The output has to be the full set of records, reproduced exactly, minus any picture.

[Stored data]
-- -- --

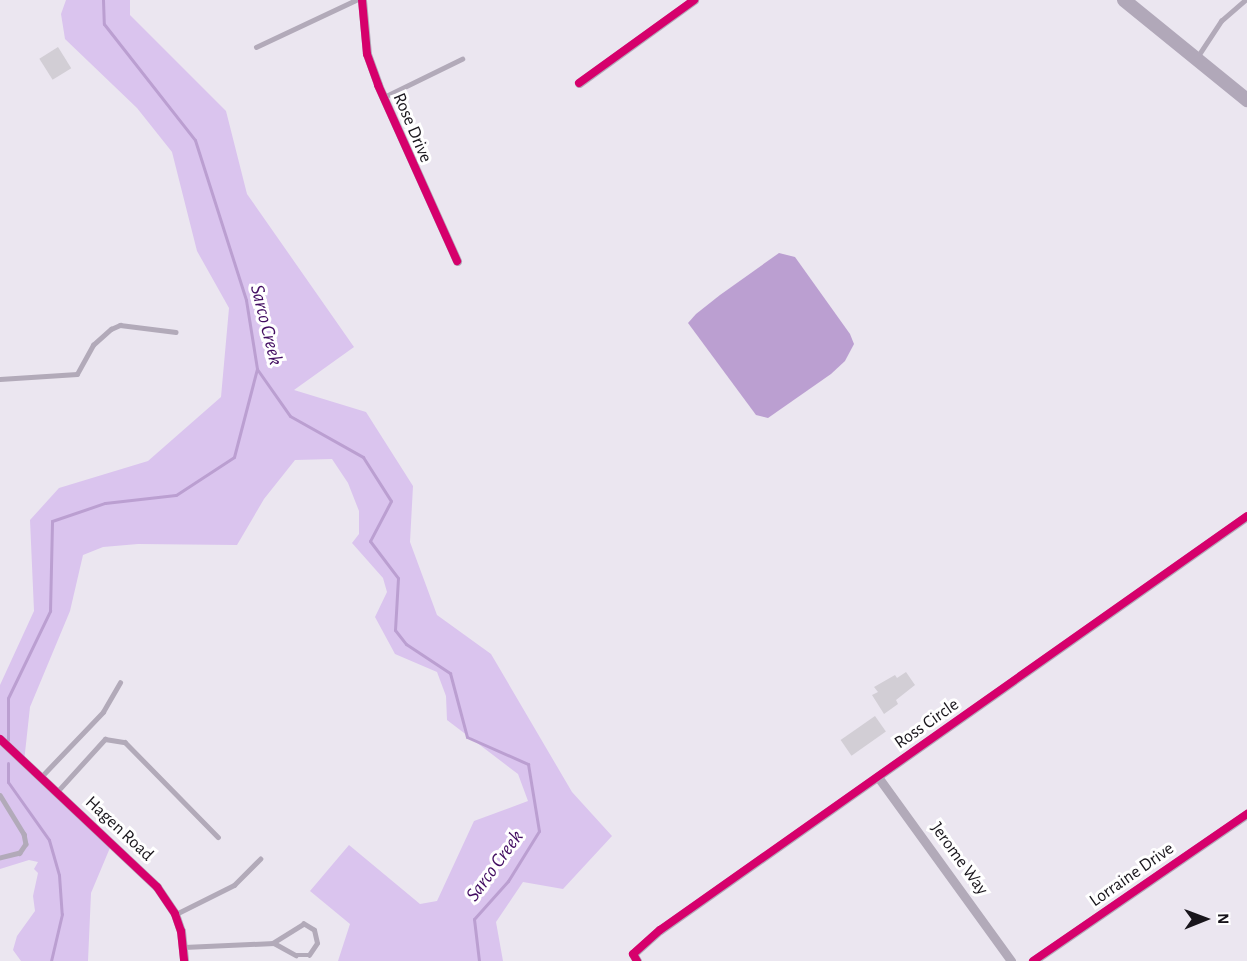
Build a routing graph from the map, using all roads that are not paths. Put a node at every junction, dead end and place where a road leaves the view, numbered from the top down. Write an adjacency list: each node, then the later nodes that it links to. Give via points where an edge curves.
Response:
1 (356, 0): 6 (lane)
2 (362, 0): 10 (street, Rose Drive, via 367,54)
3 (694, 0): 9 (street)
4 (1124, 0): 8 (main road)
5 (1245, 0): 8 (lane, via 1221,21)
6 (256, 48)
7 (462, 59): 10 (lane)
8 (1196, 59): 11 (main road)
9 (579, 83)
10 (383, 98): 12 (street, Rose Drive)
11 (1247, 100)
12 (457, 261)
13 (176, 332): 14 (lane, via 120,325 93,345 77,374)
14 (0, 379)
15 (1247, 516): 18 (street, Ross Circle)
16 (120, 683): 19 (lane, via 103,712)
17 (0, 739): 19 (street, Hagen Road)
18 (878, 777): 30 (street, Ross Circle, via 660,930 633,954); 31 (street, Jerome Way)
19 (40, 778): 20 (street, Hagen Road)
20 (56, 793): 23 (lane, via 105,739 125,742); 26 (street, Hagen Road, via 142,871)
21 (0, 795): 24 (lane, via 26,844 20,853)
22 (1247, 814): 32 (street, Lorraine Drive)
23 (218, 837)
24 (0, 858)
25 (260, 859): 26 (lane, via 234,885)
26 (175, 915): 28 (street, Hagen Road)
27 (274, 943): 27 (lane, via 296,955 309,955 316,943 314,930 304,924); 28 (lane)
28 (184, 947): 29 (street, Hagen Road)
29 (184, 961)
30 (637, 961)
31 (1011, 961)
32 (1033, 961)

-- -- --

● **Expected answer**
Build a routing graph from the map, using all roads that are not paths. Put a node at every junction, dead end and place where a road leaves the view, numbered from the top down. Write an adjacency list: each node, then the later nodes that it links to. Give via points where an edge curves.
Response:
1 (356, 0): 6 (lane)
2 (362, 0): 10 (street, Rose Drive, via 367,54)
3 (694, 0): 9 (street)
4 (1124, 0): 8 (main road)
5 (1245, 0): 8 (lane, via 1221,21)
6 (256, 48)
7 (462, 59): 10 (lane)
8 (1196, 59): 11 (main road)
9 (579, 83)
10 (383, 98): 12 (street, Rose Drive)
11 (1247, 100)
12 (457, 261)
13 (176, 332): 14 (lane, via 120,325 93,345 77,374)
14 (0, 379)
15 (1247, 516): 18 (street, Ross Circle)
16 (120, 683): 19 (lane, via 103,712)
17 (0, 739): 19 (street, Hagen Road)
18 (878, 777): 30 (street, Ross Circle, via 660,930 633,954); 31 (street, Jerome Way)
19 (40, 778): 20 (street, Hagen Road)
20 (56, 793): 23 (lane, via 105,739 125,742); 26 (street, Hagen Road, via 142,871)
21 (0, 795): 24 (lane, via 26,844 20,853)
22 (1247, 814): 32 (street, Lorraine Drive)
23 (218, 837)
24 (0, 858)
25 (260, 859): 26 (lane, via 234,885)
26 (175, 915): 28 (street, Hagen Road)
27 (274, 943): 27 (lane, via 296,955 309,955 316,943 314,930 304,924); 28 (lane)
28 (184, 947): 29 (street, Hagen Road)
29 (184, 961)
30 (637, 961)
31 (1011, 961)
32 (1033, 961)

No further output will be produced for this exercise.